→ Work item
From the first line of the material through the line that holds "Road topology of", repeat each line exactly and skip any picture.

** Opening Given records block **

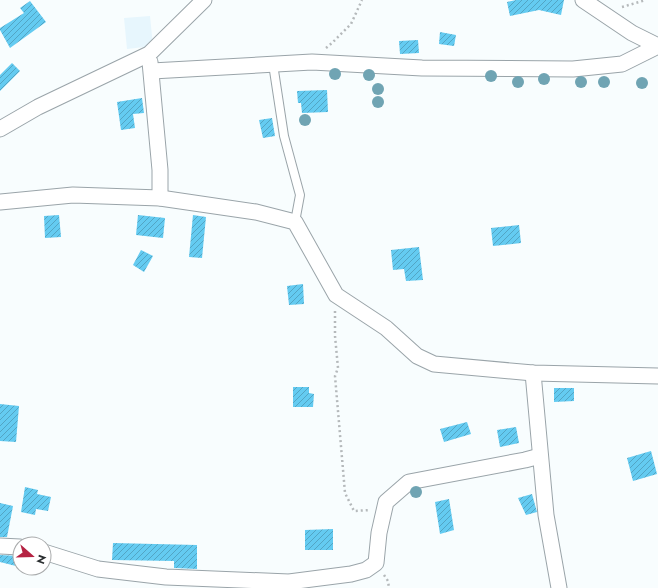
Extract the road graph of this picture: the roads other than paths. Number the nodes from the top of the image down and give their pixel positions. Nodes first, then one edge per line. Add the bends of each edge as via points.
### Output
1 (204, 0) edge
2 (584, 0) edge
3 (658, 46) edge
4 (149, 54) junction
5 (273, 64) junction
6 (152, 71) junction
7 (0, 129) edge
8 (160, 198) junction
9 (0, 202) edge
10 (295, 222) junction
11 (533, 374) junction
12 (658, 376) edge
13 (540, 456) junction
14 (0, 546) edge
15 (12, 547) edge
16 (52, 555) edge
17 (559, 588) edge

1 - 4 street
2 - 3 street via 632,33
3 - 5 street via 622,64 573,69 422,68 312,62
4 - 6 street
4 - 7 street via 38,107
5 - 6 street
5 - 10 lane via 284,136 300,195
6 - 8 street
8 - 9 street via 73,195
8 - 10 street via 256,212
10 - 11 street via 336,295 386,328 417,356 434,364
11 - 12 street
11 - 13 street
13 - 16 street via 409,482 386,502 376,564 351,574 289,582 166,577 98,569
13 - 17 street via 546,515
14 - 15 street

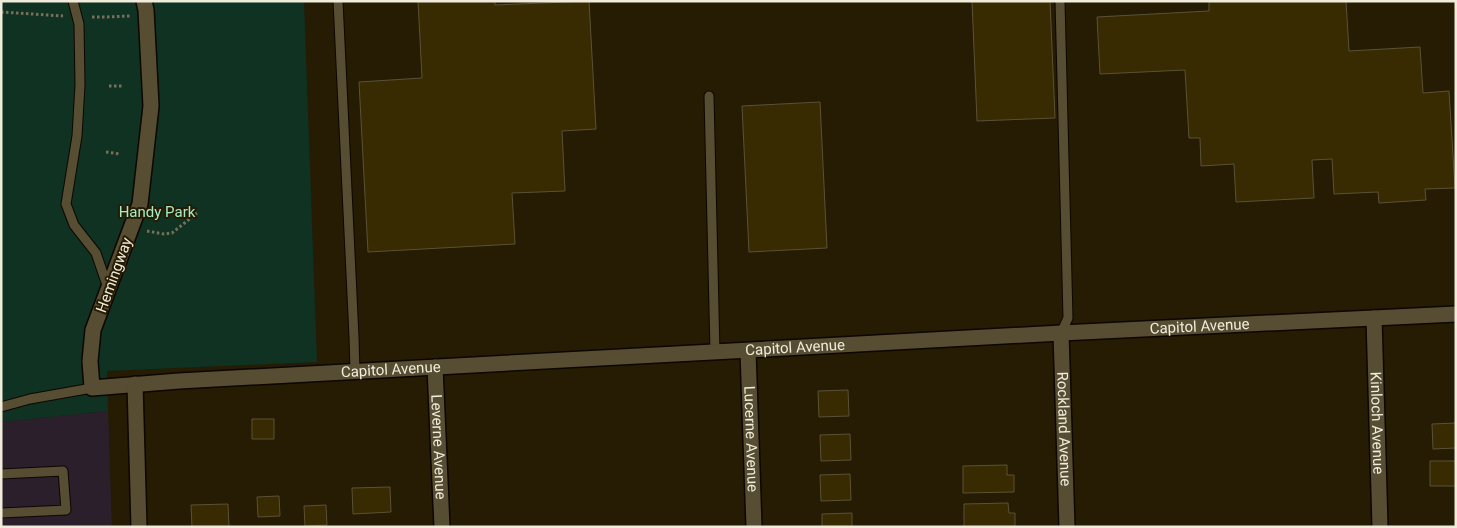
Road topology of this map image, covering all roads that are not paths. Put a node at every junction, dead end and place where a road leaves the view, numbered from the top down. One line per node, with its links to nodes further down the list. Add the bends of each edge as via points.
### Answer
1 (73, 1): 6 (lane, via 79,24 80,85 78,136 66,204 74,225 96,253)
2 (144, 1): 6 (street, Hemingway, via 151,106 140,204)
3 (338, 1): 13 (lane)
4 (1060, 1): 9 (lane, via 1068,318)
5 (709, 96): 11 (lane)
6 (109, 289): 15 (street, Hemingway, via 93,330)
7 (1456, 314): 8 (street, Capitol Avenue)
8 (1374, 318): 9 (street, Capitol Avenue); 23 (street, Kinloch Avenue)
9 (1061, 333): 10 (street, Capitol Avenue); 22 (street, Rockland Avenue)
10 (748, 351): 11 (street, Capitol Avenue); 21 (street, Lucerne Avenue)
11 (715, 352): 12 (street, Capitol Avenue)
12 (435, 367): 13 (street, Capitol Avenue); 20 (street, Leverne Avenue)
13 (355, 372): 14 (street, Capitol Avenue)
14 (135, 384): 15 (street); 19 (street)
15 (92, 388): 16 (lane)
16 (1, 407)
17 (1, 474): 18 (lane, via 63,471 66,510)
18 (1, 513)
19 (139, 527)
20 (442, 527)
21 (754, 527)
22 (1067, 527)
23 (1380, 527)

** Closing Given records block **

→ Answer area
Extract the road graph of this picture: the roads other than paths. Number the nodes from the top of the image down and give their pixel positions. Nodes first, then one edge per line. Add the bends of each edge as via points.
### Output
1 (204, 0) edge
2 (584, 0) edge
3 (658, 46) edge
4 (149, 54) junction
5 (273, 64) junction
6 (152, 71) junction
7 (0, 129) edge
8 (160, 198) junction
9 (0, 202) edge
10 (295, 222) junction
11 (533, 374) junction
12 (658, 376) edge
13 (540, 456) junction
14 (0, 546) edge
15 (12, 547) edge
16 (52, 555) edge
17 (559, 588) edge

1 - 4 street
2 - 3 street via 632,33
3 - 5 street via 622,64 573,69 422,68 312,62
4 - 6 street
4 - 7 street via 38,107
5 - 6 street
5 - 10 lane via 284,136 300,195
6 - 8 street
8 - 9 street via 73,195
8 - 10 street via 256,212
10 - 11 street via 336,295 386,328 417,356 434,364
11 - 12 street
11 - 13 street
13 - 16 street via 409,482 386,502 376,564 351,574 289,582 166,577 98,569
13 - 17 street via 546,515
14 - 15 street

Road topology of this map image, covering all roads that are not paths. Put a node at every junction, dead end and place where a road leaves the view, numbered from the top down. One line per node, with its links to nodes further down the list. Add the bends of each edge as via points.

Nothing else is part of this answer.